EPA poised to scrap fuel economy targets, setting up clash with California
The Trump administration is poised to abandon America's pioneering fuel economy targets for cars and SUVs, a move that would undermine one of the world's most aggressive programs to confront climate change and invite another major confrontation with California.
The Environmental Protection Agency is expected to announce in the coming days that it will scrap mileage targets the Obama administration drafted in tandem with California that aim to boost average fuel economy for passenger cars and SUVs to 55 miles per gallon by 2025, according to people familiar with the plans.
The agency plans to replace those targets with a weaker standard that will be unveiled soon, according to the people, who did not want to be identified discussing the plan before it was announced.
EPA spokeswoman Liz Bowman said a draft determination was undergoing interagency review and a final decision would be made by Sunday.
EPA chief Scott Pruitt has previously suggested that he thinks the targets are too onerous for manufacturers and inhibit them from selling the vehicles most popular with Americans. A climate skeptic, Pruitt has questioned mainstream science on the warming caused by greenhouse gases such as auto emissions.
Whether Pruitt can weaken the rules for the entire country is an open question. California, with its history of smog problems and heightened vulnerability to climate change, has unique authority under the Clean Air Act to impose its own standard. The act also permits other states to adopt the California rules, and a dozen have.
Over the last decade, the federal government has worked with California to keep mileage targets uniform nationwide, folding the state's aggressive smog and anti-pollution goals into the national program. A single standard is crucial to automakers who don't want to contend with multiple production lines to comply with conflicting rules in states, particularly one as important to car sales as California.
After President Trump was elected, automakers immediately began lobbying him to rewrite the rules - and to pressure California to dial back its efforts. Pruitt's action would give the companies limited or no relief if it is not enforced nationwide since California's rules apply to more than a third of cars sold across the country, and automakers are loath to create multiple production lines to comply with conflicting rules.
The state is showing no sign of yielding. And the EPA chief is striking an increasingly hostile tone toward it, suggesting that he may seek to revoke the federal waiver that allows California to impose tougher rules than those of the federal government.
State leaders are daring him to try. They are confident it is a legal fight California would win.
"We are not going to go backward," said California Atty. Gen. Xavier Becerra. "We are not interested in a race to the bottom…. We are prepared to take whatever action, legal or otherwise, we have to to protect our health and our economy."
"We didn't make these moves lightly," Becerra said of the fuel economy targets. "They came after years of study, scientific evidence, fact-gathering, comment periods, a lot of back and forth among experts and stakeholders. To unwind this and go backward would cost our industries and cost our people billions of dollars. There has to be a good reason to make any kind of move. We have seen nothing change that would make California change its position."
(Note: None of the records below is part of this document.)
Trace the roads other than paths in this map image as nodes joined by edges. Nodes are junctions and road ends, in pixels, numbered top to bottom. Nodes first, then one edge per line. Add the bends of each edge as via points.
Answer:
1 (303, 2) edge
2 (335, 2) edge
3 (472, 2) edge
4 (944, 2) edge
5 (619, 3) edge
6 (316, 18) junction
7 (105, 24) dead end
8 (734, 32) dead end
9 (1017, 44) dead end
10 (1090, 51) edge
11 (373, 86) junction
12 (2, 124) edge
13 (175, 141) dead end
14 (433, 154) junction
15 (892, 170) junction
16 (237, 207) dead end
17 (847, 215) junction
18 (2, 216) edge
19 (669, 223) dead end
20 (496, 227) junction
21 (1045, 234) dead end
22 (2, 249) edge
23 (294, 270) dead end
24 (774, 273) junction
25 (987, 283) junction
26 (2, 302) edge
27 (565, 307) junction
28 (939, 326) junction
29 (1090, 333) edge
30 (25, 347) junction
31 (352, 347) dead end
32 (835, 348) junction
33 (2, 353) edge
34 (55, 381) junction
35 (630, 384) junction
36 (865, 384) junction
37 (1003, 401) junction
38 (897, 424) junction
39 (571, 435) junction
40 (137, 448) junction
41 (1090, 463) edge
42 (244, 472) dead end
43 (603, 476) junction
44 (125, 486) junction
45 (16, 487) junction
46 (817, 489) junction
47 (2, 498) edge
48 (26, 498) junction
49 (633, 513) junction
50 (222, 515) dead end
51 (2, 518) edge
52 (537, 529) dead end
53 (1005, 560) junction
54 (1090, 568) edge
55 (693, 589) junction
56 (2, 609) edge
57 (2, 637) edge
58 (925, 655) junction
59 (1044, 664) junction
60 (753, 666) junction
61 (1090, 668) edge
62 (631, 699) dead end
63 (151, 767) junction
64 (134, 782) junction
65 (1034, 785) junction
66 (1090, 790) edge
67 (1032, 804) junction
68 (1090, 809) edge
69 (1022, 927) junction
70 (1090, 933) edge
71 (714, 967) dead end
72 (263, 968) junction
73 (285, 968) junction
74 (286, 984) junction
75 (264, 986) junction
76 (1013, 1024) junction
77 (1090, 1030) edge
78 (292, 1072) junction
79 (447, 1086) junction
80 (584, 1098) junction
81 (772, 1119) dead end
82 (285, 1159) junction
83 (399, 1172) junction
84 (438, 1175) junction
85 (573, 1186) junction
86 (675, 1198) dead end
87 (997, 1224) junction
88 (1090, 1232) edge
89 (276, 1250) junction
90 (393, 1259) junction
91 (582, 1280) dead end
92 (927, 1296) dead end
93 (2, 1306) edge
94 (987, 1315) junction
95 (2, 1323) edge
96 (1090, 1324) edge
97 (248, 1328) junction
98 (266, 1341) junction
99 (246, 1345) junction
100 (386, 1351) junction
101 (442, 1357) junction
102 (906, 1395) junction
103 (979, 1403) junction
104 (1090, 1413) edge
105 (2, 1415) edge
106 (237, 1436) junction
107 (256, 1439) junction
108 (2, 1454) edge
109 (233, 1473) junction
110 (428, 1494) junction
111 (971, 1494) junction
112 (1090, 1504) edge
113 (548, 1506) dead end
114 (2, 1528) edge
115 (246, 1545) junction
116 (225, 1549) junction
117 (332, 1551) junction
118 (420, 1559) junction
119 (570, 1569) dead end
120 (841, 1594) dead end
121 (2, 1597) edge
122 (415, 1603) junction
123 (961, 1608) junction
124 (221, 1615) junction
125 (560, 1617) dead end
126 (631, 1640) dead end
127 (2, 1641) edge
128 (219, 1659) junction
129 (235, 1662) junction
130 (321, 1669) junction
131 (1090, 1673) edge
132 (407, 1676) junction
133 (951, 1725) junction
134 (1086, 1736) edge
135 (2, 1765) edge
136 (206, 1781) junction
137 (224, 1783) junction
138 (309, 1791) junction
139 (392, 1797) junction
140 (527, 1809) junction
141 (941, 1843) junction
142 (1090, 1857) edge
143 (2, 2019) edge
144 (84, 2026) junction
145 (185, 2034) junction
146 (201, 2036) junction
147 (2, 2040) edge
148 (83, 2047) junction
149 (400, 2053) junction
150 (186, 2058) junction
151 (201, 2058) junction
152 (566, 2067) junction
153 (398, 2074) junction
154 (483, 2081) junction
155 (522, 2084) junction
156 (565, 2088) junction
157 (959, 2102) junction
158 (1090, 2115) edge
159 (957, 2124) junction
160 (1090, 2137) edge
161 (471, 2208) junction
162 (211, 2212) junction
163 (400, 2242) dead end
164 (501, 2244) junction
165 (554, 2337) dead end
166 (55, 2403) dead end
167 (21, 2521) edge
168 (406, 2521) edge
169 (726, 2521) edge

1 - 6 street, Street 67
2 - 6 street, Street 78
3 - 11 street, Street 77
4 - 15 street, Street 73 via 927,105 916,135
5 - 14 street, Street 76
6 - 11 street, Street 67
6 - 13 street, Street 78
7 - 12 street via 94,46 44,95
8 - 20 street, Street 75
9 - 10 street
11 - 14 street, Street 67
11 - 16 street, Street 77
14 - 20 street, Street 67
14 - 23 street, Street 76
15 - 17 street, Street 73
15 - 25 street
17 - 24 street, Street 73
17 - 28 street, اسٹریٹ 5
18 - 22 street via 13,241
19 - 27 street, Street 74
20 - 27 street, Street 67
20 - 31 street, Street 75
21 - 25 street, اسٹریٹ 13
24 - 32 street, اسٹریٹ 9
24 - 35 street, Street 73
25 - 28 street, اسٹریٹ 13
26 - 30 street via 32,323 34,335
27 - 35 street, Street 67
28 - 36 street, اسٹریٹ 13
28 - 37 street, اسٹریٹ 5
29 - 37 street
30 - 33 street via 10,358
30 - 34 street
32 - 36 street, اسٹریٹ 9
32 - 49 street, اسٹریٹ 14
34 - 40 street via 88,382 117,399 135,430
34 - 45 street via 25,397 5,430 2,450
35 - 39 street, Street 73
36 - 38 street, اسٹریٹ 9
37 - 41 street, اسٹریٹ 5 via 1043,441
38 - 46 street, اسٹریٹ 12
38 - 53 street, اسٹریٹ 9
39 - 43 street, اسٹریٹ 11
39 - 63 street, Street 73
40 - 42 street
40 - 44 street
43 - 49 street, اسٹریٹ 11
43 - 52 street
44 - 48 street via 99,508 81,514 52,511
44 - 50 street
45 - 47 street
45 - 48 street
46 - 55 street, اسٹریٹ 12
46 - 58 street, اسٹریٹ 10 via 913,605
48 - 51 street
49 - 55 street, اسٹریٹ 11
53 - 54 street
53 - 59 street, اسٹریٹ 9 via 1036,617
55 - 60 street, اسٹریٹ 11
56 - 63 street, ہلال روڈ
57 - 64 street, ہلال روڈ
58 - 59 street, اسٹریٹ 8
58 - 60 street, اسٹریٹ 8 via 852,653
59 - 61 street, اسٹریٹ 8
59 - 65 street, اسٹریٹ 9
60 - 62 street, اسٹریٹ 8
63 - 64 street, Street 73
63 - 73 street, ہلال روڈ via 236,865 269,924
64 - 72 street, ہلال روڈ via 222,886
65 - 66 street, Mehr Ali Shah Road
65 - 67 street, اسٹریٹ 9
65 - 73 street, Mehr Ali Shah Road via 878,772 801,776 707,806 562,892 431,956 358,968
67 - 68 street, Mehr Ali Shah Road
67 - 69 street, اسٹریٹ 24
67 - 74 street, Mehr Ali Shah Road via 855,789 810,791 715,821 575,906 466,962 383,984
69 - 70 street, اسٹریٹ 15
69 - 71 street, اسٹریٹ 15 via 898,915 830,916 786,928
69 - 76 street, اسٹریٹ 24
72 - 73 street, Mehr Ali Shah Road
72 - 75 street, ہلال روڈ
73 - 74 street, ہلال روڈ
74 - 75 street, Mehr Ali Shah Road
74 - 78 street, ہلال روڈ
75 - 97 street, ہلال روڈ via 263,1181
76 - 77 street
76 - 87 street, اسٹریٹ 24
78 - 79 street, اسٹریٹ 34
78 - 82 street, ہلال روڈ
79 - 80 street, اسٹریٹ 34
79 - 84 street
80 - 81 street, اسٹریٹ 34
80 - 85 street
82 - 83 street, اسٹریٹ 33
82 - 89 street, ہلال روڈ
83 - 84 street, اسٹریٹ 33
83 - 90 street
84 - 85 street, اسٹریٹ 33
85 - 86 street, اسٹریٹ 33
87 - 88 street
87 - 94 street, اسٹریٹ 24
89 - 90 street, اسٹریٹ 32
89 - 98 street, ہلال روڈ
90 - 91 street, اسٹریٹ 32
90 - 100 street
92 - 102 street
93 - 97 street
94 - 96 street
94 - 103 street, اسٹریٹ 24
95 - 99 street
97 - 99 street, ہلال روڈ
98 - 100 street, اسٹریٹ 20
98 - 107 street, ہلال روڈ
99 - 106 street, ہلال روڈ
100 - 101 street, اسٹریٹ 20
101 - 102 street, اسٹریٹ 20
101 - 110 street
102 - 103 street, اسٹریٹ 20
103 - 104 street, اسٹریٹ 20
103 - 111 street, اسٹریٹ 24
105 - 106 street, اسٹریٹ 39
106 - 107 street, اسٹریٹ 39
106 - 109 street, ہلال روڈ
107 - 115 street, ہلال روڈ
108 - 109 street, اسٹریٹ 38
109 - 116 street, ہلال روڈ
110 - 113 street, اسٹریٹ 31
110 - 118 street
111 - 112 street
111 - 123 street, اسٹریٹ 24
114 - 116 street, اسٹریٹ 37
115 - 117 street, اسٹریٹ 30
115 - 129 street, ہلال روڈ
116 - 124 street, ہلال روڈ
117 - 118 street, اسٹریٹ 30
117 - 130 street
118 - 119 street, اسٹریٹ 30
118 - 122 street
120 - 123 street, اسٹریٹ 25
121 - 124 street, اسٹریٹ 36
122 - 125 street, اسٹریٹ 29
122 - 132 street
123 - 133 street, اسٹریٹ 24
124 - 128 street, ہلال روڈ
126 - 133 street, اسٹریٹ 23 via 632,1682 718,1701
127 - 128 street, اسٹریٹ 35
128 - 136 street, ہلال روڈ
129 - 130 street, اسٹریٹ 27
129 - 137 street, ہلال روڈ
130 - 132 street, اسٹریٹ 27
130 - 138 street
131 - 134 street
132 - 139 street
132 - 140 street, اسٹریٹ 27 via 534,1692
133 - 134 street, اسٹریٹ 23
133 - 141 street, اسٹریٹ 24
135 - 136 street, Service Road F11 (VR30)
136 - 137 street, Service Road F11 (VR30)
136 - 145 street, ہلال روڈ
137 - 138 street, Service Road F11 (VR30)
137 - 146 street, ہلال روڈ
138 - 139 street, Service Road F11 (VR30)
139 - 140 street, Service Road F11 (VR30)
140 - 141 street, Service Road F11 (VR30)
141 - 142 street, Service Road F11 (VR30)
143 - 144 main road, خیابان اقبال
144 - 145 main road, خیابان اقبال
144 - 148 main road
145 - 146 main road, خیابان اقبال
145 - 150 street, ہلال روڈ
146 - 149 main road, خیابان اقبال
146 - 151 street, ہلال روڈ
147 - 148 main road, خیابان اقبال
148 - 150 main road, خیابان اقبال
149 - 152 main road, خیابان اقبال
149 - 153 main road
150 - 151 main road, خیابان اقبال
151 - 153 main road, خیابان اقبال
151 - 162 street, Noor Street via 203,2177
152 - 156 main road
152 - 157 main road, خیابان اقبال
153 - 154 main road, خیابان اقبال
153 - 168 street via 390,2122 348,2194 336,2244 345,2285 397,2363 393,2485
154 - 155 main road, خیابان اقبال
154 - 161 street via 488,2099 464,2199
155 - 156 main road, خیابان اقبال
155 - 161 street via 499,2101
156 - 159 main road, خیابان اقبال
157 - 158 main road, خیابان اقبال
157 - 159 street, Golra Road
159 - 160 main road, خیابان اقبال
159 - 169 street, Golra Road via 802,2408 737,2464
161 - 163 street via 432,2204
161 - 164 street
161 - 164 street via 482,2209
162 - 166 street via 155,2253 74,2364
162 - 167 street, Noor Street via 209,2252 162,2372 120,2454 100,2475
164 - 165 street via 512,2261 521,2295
The 55 miles per gallon target is based on outdated testing methods, so it is widely accepted that the current figure that would appear on the window sticker in showrooms is closer to 44 miles per gallon.
The ambitious Obama-era program is geared toward moving drivers into vehicles that by 2025 release, on average, half the greenhouse gases of vehicles built in 2010. The EPA called it the "the most significant federal action ever taken to reduce [greenhouse gas] emissions."
Some experts say the vehicle program is more significant in the fight against global warming even than Obama's signature Clean Power Plan, which sought to curb emissions from electricity plants. While market trends are pushing utilities to drive down their emissions even after Trump moved to unravel the Clean Power Plan, the auto industry is at risk of stalling on climate action if it is not pushed by government.
"Given the work that needs to be done to bring the transportation sector along and the importance of driving those emissions down, having government policy like this is essential," said Ann Carlson, a professor of environmental law at UCLA.
The existing fuel economy rules are also at the foundation of California's own climate goals, which could prove impossible to meet if the EPA were to successfully strip its authority to enforce them.